Administrative Pricing in the Drug Benefit Program
If the government administers drug pricing, problems analogous to the mess in the Medicare physician payment system will arise, including:
- Failure to reduce costs. Administrative pricing for drugs in the Medicare program would involve blocking access to certain drugs or reducing the availability of certain drugs. This would show savings to the bottom line of the Medicare program but would also likely increase out-of-pocket costs for beneficiaries and lead to predictable changes in behavior. Physicians may change treatment behavior, prescribing less expensive but less effective medications to address patients' cost concerns. A less effective drug may necessitate prescribing additional medications or require additional visits to the doctor or unnecessary hospitalization, which would increase overall Medicare spending.
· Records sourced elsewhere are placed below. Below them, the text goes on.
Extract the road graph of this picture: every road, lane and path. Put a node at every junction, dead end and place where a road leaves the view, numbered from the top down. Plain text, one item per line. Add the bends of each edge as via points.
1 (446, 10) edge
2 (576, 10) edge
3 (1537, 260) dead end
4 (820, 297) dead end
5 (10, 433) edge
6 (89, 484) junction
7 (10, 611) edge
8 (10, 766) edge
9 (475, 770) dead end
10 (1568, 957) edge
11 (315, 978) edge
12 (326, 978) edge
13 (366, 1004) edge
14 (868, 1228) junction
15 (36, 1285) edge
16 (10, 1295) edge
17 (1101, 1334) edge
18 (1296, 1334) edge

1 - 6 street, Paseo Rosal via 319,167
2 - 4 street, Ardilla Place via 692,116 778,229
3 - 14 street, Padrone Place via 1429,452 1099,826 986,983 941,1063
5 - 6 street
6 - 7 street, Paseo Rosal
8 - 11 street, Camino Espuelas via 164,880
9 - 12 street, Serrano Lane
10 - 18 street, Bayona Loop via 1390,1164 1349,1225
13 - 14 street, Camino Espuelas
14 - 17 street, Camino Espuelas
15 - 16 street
- Limiting access. The ostensible point of enacting the Medicare drug benefit was to increase access to needed prescription drugs for America's seniors. But if the government sets drug prices, those drugs that the government deems too expensive will not be available to beneficiaries who can not pay out of pocket.
- Limiting choice. Currently, the Medicare drug benefit program makes use of prescription drug plans that negotiate prices in the marketplace. Unlike Medicare, these plans can truly negotiate, since they are willing to use the tool of refusing to purchase drugs they feel are overpriced for the market they are serving. Today, if Medicare beneficiaries are dissatisfied with the outcome of a particular plan's price negotiations and the range of drugs available, they can simply switch plans. Currently, there are 1,875 stand-alone plans nationwide.[8] With administrative pricing, that choice will largely disappear. The only alternative for seniors would be to pay out of pocket for uncovered drugs or settle for less effective substitute drugs or other treatment.
- Ignoring value. Just like the Medicare physician payment system, administrative pricing for drugs would pursue the goal of short-term cost reduction and ignore the longer-term implications of inferior treatment of certain illnesses with less expensive, less effective medications. These longer-term effects are important not only in terms of health care spending, but also in terms of quality health care for America's seniors.
Conclusion
Private negotiation and competition in the Medicare drug program has thus far achieved significant savings for America's seniors. Recently enacted House legislation (H.R. 4), however, would require the Secretary of HHS to "negotiate" drug prices for Part D Medicare beneficiaries, overturning the prohibition on government interference in private negotiation. Since the Secretary could not use a formulary, under the House bill, the conventional tool for negotiation would be denied to him, and thus a system of administrative pricing or price controls would be his only option left to achieve further cost reduction.
As senators weigh the merits of such an approach, they should keep in mind that the Medicare physician payment system-a combination of administrative pricing and price controls-is a mess. It should serve as a warning. Administrative pricing for more than 7,000 physicians' services has failed to reduce Medicare spending, lacks the proper incentives to promote value, and threatens personal choice and access to quality health care for America's seniors. The maladies of this physician payment system should not be allowed to infect seniors' access to drugs.
John S. O'Shea, M.D., MPA, is Health Policy Fellow in the Center for Health Policy Studies at The Heritage Foundation.